▸ **ASSIGNMENT**:
Leaving the pictures aside, restate all of the data exactly.

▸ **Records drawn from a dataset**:
-----

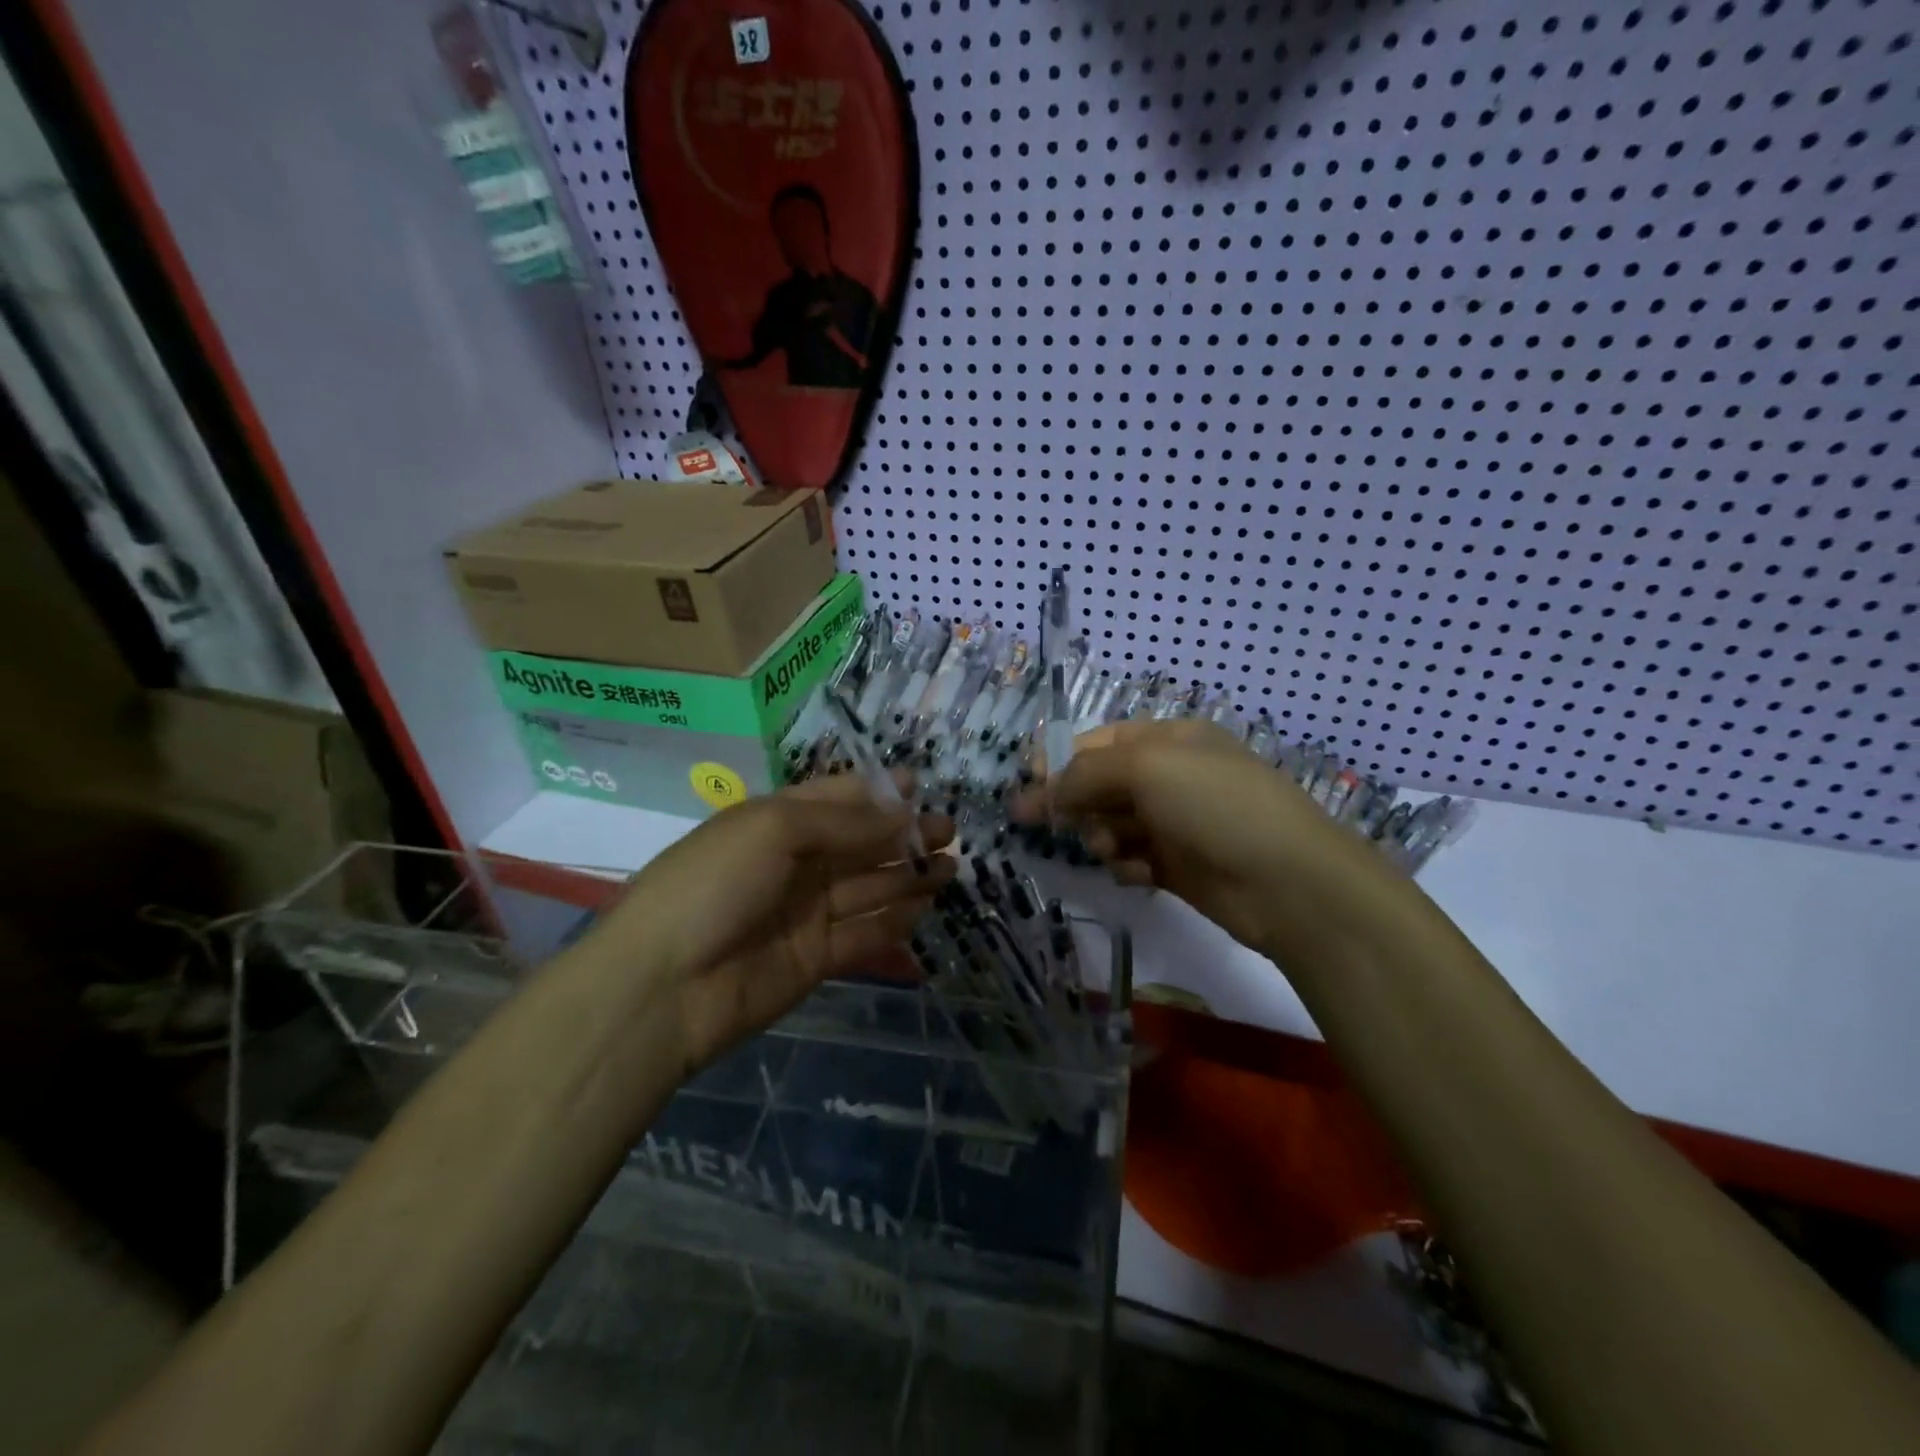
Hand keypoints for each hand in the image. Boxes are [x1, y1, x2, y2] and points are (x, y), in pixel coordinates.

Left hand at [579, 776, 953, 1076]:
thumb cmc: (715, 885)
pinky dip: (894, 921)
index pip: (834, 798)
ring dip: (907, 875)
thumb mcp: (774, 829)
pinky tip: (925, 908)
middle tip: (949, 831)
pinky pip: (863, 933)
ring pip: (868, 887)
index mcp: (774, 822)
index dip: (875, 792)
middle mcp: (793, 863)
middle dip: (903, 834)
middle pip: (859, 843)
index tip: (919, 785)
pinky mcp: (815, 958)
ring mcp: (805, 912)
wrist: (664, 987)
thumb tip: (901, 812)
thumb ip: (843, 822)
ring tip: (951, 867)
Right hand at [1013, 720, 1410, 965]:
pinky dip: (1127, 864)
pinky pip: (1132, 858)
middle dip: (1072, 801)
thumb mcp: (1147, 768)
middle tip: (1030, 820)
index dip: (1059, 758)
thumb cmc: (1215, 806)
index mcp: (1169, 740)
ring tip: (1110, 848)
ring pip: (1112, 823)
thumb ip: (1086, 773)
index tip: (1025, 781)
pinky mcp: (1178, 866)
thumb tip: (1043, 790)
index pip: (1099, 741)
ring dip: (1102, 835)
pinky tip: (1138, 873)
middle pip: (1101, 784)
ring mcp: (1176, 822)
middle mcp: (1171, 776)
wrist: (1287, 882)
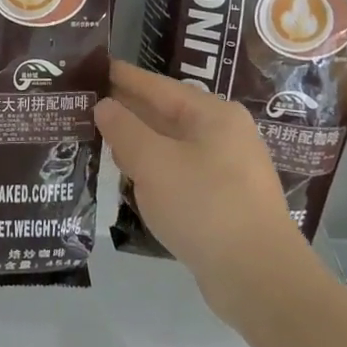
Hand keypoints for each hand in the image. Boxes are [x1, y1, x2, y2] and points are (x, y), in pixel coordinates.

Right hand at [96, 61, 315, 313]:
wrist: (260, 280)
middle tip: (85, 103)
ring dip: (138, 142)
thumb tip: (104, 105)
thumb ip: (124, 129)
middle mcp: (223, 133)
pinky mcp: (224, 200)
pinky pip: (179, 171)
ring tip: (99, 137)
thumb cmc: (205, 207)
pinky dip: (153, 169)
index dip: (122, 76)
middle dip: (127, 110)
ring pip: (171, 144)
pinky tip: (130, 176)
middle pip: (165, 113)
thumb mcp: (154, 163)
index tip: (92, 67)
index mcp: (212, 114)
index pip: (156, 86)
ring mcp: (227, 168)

-----

▸ **SOLUTION FOR THIS PROBLEM**:
Hand keypoints for each hand in the image. Boxes are [x1, y1, x2, y2] and points are (x, y), in pixel coordinates.

Left hand at [579, 776, 953, 1076]:
thumb cmc: (715, 885)
pinky dip: (894, 921)
index pip: (834, 798)
ring dip: (907, 875)
thumb mcp: (774, 829)
pinky tip: (925, 908)
middle tip: (949, 831)
pinky pip: (863, 933)
ring pip: (868, 887)
index mcp: (774, 822)
index dip: (875, 792)
middle mcp: (793, 863)
middle dip: (903, 834)
middle pip: (859, 843)
index tip: (919, 785)
pinky mcp: (815, 958)
ring mcp: (805, 912)
wrist: (664, 987)
thumb tip: (901, 812)
thumb ip: (843, 822)
ring tip: (951, 867)
Right hand at [1013, 720, 1410, 965]:
pinky dip: (1127, 864)
pinky pip: (1132, 858)
middle dip: (1072, 801)
thumb mcp: (1147, 768)
middle tip: (1030, 820)
index dip: (1059, 758)
thumb cmc: (1215, 806)
index mcp: (1169, 740)
ring tip: (1110, 848)
ring pip: (1112, 823)
thumb ip: (1086, 773)
index tip: (1025, 781)
pinky mcp: (1178, 866)
thumb tip: (1043, 790)
index pip: (1099, 741)
ring dip: (1102, 835)
pinky tip: (1138, 873)
middle pip: (1101, 784)
ring mcp: (1176, 822)
middle mcp: (1171, 776)
wrist: (1287, 882)
Hand keypoints for each hand in the image. Boxes are [x1, y1, x2, y2] and points are (x, y), in pixel coordinates.

Right hand at [96, 61, 315, 313]:
wrist: (260, 280)
middle tip: (85, 103)
ring dip: (138, 142)
thumb tip: (104, 105)
thumb ip: (124, 129)
middle mcp: (223, 133)
pinky mcp: (224, 200)
pinky pip: (179, 171)
ring tip: (99, 137)
thumb cmc: (205, 207)
pinky dip: (153, 169)
index dip: (122, 76)
middle dip: (127, 110)
ring pip: (171, 144)
pinky tip: (130, 176)
middle pip: (165, 113)
thumb mcp: (154, 163)
index tip: (92, 67)
index mcp: (212, 114)
index pip: (156, 86)
ring mcp: (227, 168)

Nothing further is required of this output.